> **What to produce**
Repeat the span of the entries below that starts at the line with "I need the junctions" and ends at the line with "Road topology of", nothing more. Skip the pictures.

> **Records shown**
*-*-*

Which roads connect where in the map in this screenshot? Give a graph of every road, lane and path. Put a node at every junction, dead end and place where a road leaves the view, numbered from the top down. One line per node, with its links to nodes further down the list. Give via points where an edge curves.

*-*-*

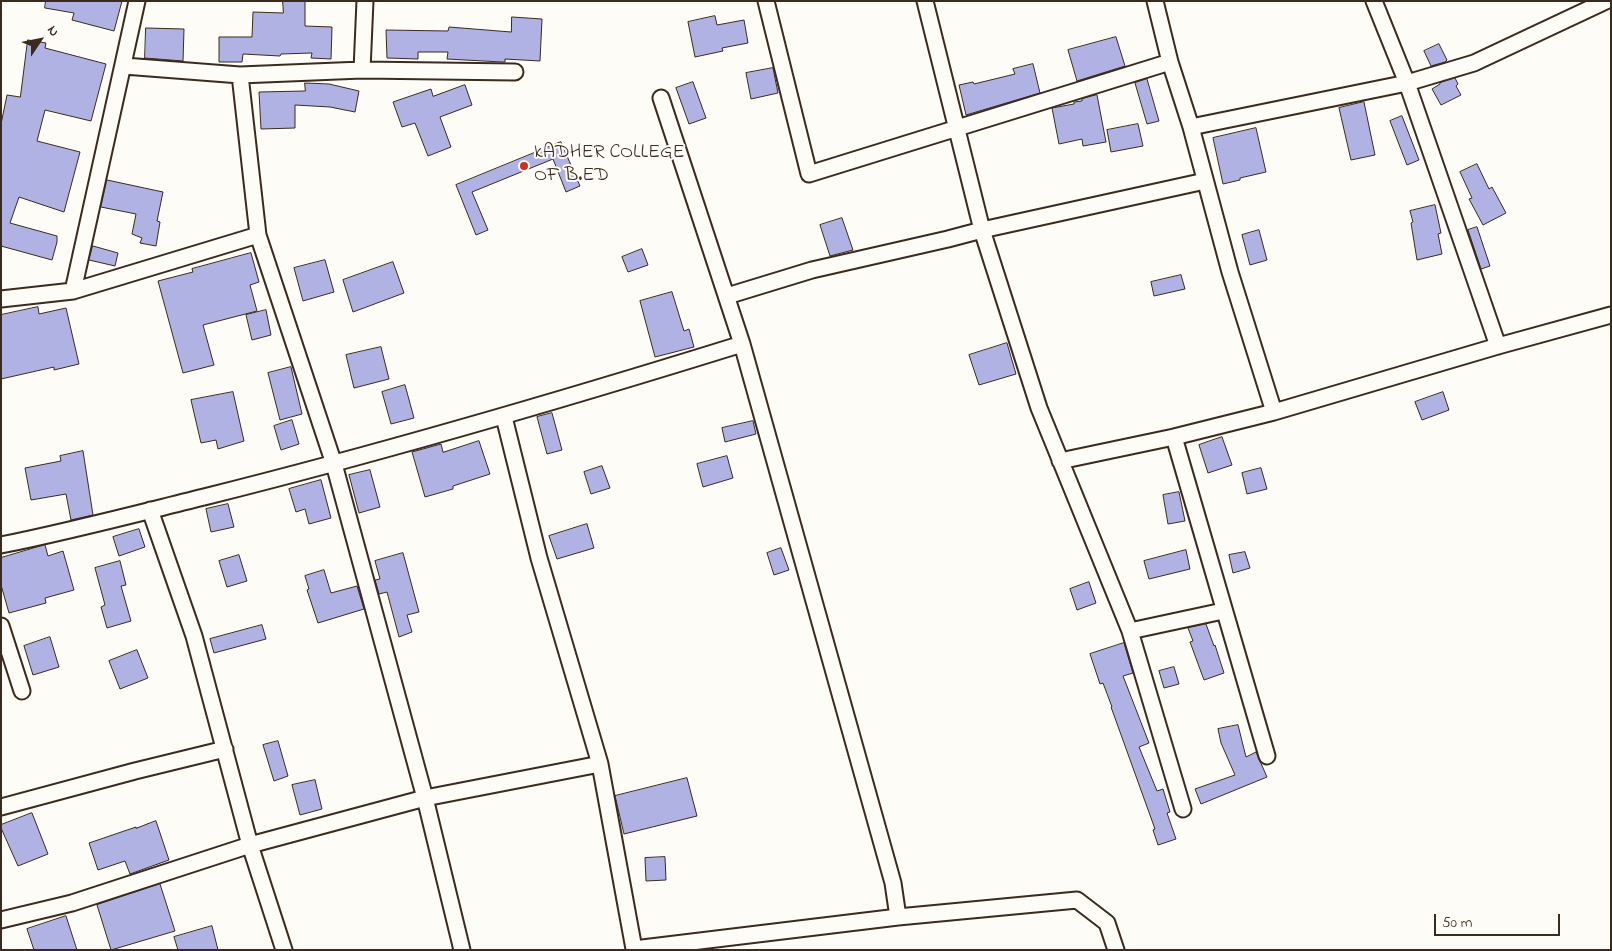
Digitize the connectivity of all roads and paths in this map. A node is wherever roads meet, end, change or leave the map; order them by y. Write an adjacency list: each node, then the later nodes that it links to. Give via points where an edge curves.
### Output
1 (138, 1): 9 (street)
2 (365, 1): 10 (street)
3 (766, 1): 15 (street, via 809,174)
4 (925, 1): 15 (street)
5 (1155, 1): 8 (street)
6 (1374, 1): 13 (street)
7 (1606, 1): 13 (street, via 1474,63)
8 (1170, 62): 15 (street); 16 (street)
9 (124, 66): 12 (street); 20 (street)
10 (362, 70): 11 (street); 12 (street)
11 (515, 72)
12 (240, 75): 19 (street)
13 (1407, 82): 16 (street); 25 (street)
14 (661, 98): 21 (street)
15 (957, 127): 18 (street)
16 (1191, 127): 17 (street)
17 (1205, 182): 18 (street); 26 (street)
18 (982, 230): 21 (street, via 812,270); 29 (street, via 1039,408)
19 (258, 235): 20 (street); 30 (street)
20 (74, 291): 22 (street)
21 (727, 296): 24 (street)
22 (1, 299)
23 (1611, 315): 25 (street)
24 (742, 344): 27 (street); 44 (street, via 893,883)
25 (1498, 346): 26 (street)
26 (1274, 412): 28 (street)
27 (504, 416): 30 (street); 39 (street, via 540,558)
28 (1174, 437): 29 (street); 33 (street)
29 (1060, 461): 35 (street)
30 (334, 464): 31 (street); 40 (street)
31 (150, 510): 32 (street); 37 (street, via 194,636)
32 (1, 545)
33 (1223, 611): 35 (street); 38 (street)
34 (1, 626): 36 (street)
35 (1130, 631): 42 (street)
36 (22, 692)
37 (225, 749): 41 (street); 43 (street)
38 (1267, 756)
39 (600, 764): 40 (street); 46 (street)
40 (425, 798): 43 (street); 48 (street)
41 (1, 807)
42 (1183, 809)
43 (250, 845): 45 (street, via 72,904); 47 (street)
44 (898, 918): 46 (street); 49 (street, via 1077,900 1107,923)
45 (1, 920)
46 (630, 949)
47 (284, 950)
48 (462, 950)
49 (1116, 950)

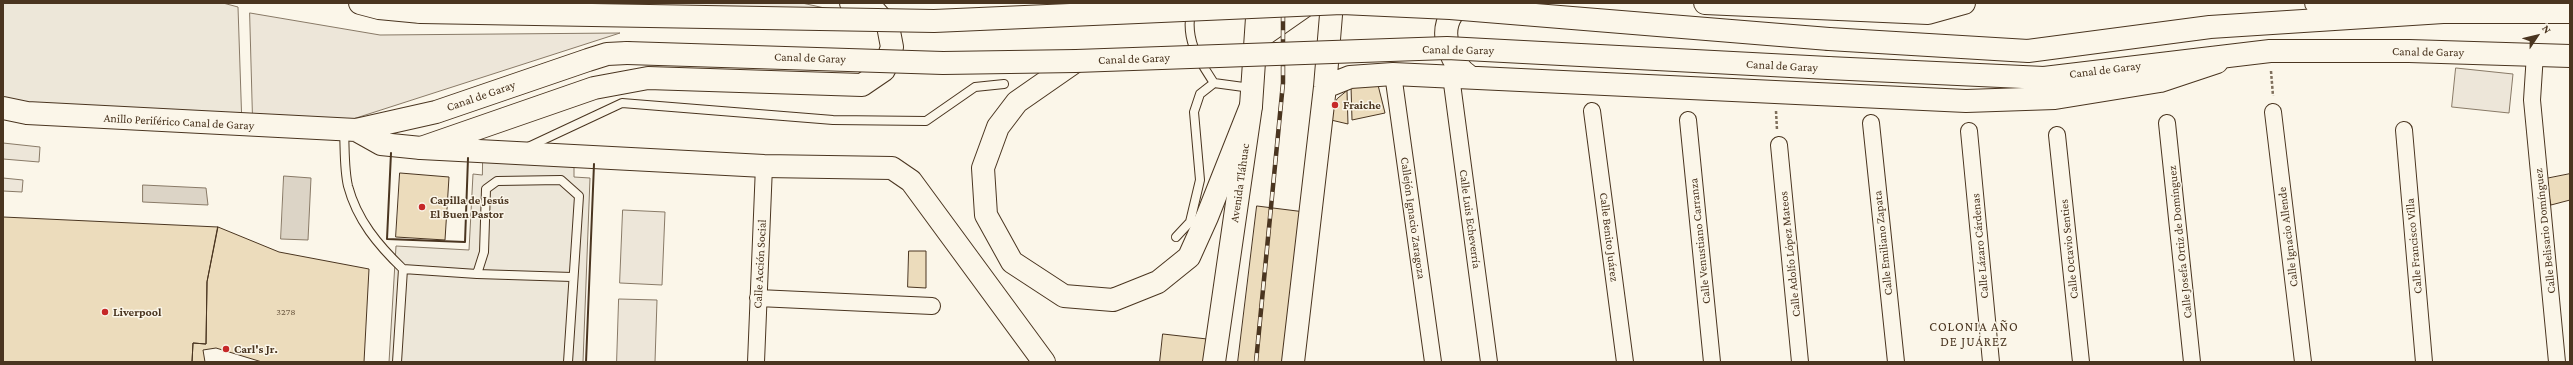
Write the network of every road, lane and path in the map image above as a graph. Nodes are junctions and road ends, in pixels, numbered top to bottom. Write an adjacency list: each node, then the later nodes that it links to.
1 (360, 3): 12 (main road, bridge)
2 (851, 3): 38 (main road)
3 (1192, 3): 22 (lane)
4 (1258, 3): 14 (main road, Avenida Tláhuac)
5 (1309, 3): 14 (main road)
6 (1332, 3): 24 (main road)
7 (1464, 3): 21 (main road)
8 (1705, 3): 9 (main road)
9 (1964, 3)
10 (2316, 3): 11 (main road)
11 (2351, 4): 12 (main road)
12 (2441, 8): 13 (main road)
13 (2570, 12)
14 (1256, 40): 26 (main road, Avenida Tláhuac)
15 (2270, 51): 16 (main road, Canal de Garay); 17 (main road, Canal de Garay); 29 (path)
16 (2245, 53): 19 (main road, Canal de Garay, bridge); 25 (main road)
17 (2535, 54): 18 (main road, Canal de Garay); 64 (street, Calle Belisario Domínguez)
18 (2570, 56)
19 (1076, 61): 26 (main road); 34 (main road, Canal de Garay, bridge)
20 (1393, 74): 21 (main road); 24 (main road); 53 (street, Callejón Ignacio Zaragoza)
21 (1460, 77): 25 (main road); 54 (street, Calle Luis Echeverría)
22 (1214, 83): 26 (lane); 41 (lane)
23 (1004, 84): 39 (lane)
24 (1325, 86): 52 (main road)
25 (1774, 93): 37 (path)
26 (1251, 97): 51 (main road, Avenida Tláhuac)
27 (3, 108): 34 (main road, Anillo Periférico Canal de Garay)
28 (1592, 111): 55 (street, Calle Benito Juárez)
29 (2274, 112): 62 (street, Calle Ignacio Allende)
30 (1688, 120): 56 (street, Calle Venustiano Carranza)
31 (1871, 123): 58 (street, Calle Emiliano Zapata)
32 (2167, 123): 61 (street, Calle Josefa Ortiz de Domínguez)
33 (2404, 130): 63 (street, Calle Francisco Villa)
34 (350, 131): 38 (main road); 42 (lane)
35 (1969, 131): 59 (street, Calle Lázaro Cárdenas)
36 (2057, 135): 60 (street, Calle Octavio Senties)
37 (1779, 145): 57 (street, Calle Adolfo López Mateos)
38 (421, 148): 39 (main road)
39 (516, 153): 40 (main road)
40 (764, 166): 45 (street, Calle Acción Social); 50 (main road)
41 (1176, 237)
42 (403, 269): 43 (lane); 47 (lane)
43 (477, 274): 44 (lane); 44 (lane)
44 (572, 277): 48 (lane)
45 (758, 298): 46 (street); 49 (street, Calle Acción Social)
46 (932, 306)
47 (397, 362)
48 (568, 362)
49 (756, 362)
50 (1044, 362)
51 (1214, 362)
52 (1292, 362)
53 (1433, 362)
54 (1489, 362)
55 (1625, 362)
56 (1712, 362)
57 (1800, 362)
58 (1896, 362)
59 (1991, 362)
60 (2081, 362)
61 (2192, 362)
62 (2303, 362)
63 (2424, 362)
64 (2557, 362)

*-*-*

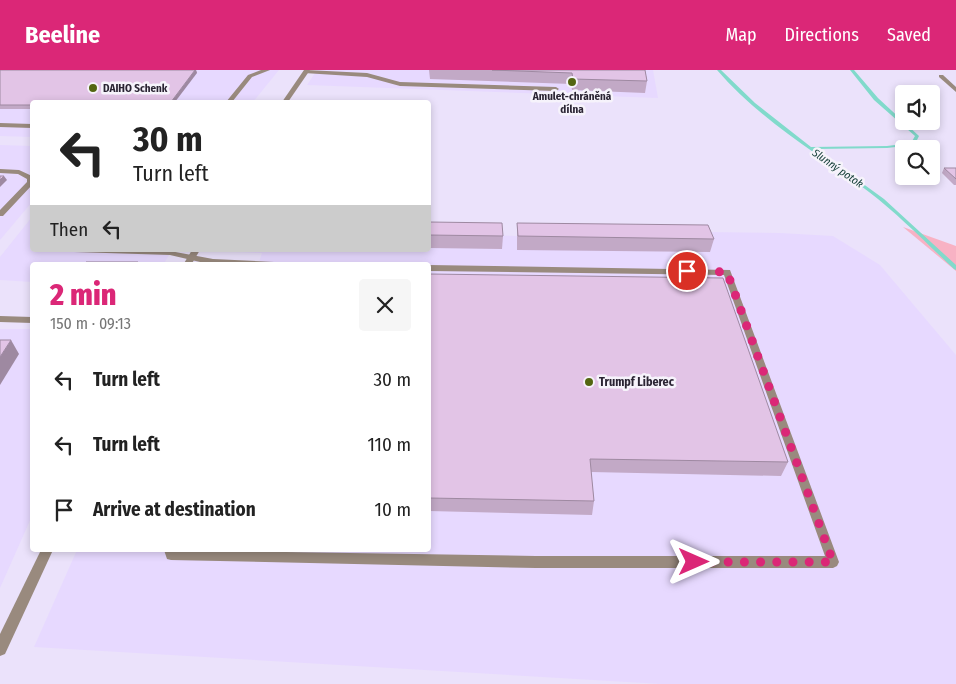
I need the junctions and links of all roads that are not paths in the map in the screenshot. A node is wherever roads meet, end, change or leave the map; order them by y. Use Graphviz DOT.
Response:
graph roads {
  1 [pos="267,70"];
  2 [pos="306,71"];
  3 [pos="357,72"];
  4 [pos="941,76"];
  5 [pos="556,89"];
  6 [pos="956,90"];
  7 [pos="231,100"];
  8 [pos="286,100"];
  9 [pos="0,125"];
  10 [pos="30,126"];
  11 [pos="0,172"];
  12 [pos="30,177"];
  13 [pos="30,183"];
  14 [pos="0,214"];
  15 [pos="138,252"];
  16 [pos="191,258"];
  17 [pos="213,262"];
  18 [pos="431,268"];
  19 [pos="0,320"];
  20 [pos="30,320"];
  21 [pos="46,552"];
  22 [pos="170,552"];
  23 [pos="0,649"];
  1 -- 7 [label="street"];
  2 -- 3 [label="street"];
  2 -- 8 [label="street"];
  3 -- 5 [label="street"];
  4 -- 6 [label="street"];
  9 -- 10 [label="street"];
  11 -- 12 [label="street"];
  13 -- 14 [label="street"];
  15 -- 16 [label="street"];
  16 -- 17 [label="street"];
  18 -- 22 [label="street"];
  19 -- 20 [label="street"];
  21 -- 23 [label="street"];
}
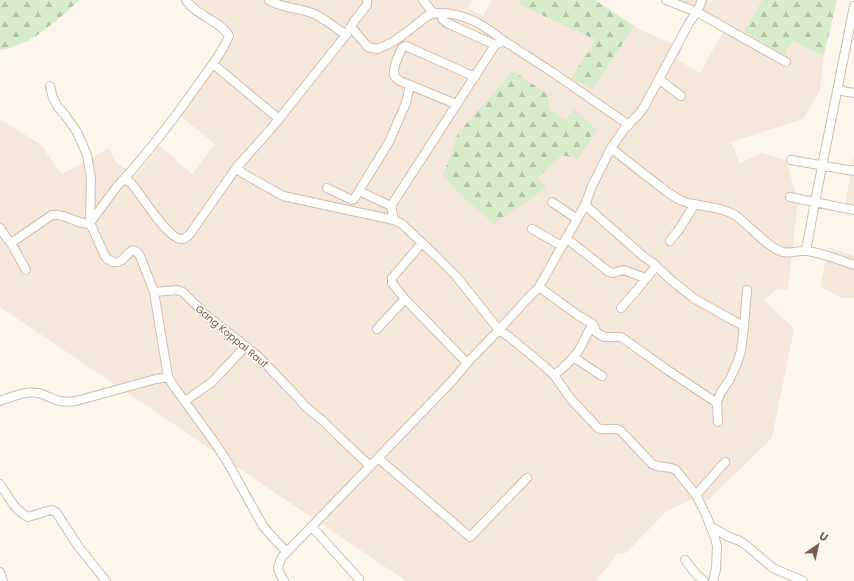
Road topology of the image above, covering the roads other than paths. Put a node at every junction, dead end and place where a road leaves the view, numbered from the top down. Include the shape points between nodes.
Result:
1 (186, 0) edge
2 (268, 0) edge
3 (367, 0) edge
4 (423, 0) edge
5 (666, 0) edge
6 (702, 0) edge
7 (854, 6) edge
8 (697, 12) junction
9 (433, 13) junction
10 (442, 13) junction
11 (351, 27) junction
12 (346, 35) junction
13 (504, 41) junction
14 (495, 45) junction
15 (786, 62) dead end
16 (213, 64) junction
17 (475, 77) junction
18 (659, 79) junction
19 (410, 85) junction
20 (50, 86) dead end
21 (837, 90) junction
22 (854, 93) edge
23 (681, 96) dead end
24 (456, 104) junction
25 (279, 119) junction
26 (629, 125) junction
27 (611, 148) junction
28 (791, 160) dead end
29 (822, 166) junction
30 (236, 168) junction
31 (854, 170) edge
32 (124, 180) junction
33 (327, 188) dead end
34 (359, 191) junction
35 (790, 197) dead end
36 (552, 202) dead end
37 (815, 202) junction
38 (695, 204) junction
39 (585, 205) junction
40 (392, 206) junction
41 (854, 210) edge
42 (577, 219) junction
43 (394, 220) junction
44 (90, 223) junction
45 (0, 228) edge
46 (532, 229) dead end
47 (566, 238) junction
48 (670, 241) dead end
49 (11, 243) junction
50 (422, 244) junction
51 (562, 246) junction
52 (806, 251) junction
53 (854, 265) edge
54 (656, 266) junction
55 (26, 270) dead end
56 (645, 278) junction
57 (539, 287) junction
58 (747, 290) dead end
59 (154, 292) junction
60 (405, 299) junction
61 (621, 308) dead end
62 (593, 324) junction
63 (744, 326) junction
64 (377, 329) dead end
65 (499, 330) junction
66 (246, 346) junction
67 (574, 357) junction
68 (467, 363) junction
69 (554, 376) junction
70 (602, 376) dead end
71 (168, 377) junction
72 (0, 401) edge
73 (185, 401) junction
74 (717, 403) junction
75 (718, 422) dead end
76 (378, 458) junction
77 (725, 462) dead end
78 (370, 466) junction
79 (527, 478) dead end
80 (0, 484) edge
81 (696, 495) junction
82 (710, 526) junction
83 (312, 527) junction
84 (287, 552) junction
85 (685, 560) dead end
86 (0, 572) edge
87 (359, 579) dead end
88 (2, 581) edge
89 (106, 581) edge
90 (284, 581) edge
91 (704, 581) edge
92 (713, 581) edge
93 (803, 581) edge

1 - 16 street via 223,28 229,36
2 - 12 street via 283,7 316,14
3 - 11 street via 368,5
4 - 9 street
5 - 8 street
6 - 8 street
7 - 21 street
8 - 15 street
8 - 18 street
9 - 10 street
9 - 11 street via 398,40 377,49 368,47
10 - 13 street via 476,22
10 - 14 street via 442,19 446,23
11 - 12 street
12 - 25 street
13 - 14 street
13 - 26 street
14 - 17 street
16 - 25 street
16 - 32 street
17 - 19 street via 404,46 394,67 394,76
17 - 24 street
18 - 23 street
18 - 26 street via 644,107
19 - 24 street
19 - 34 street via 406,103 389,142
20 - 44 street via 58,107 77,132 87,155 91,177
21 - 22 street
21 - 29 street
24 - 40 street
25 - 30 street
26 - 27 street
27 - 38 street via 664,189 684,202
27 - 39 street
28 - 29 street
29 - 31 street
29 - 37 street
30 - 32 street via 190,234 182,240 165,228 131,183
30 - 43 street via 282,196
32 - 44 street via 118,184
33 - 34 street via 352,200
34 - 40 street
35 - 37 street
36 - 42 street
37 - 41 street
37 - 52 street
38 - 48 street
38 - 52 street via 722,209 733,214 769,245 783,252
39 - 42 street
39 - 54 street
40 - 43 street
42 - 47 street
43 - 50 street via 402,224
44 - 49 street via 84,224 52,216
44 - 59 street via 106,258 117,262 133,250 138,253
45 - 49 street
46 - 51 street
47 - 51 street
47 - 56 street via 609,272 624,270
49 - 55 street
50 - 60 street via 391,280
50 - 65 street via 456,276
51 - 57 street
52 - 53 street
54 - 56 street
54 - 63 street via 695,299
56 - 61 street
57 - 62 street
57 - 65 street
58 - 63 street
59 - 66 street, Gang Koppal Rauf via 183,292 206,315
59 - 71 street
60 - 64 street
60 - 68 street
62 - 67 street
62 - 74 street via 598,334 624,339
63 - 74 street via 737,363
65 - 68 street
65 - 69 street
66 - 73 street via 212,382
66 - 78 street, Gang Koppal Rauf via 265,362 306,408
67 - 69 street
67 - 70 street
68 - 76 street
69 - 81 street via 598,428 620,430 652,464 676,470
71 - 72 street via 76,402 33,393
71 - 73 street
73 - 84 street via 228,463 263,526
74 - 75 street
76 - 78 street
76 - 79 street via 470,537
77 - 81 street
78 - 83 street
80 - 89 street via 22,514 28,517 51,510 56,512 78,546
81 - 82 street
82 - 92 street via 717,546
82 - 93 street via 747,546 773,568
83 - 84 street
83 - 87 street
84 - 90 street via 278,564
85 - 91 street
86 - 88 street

*-*-*

> **Reply to the task**
I need the junctions and links of all roads that are not paths in the map in the screenshot. A node is wherever roads meet, end, change or leave the map; order them by y. Use Graphviz DOT.
Response:
graph roads {
  1 [pos="267,70"];
  2 [pos="306,71"];
  3 [pos="357,72"];
  4 [pos="941,76"];
  5 [pos="556,89"];
  6 [pos="956,90"];
  7 [pos="231,100"];
  8 [pos="286,100"];
  9 [pos="0,125"];
  10 [pos="30,126"];
  11 [pos="0,172"];
  12 [pos="30,177"];
  13 [pos="30,183"];
  14 [pos="0,214"];
  15 [pos="138,252"];
  16 [pos="191,258"];
  17 [pos="213,262"];
  18 [pos="431,268"];
  19 [pos="0,320"];
  20 [pos="30,320"];
  21 [pos="46,552"];
  22 [pos="170,552"];
  23 [pos="0,649"];
  1 -- 7 [label="street"];
  2 -- 3 [label="street"];
  2 -- 8 [label="street"];
  3 -- 5 [label="street"];
  4 -- 6 [label="street"];
  9 -- 10 [label="street"];
  11 -- 12 [label="street"];
  13 -- 14 [label="street"];
  15 -- 16 [label="street"];
  16 -- 17 [label="street"];
  18 -- 22 [label="street"];
  19 -- 20 [label="street"];
  21 -- 23 [label="street"];
}
Road topology of the image above, covering the roads other than paths. Put a node at every junction, dead end and place where a road leaves the view, numbered from the top down. Include the shape points between nodes.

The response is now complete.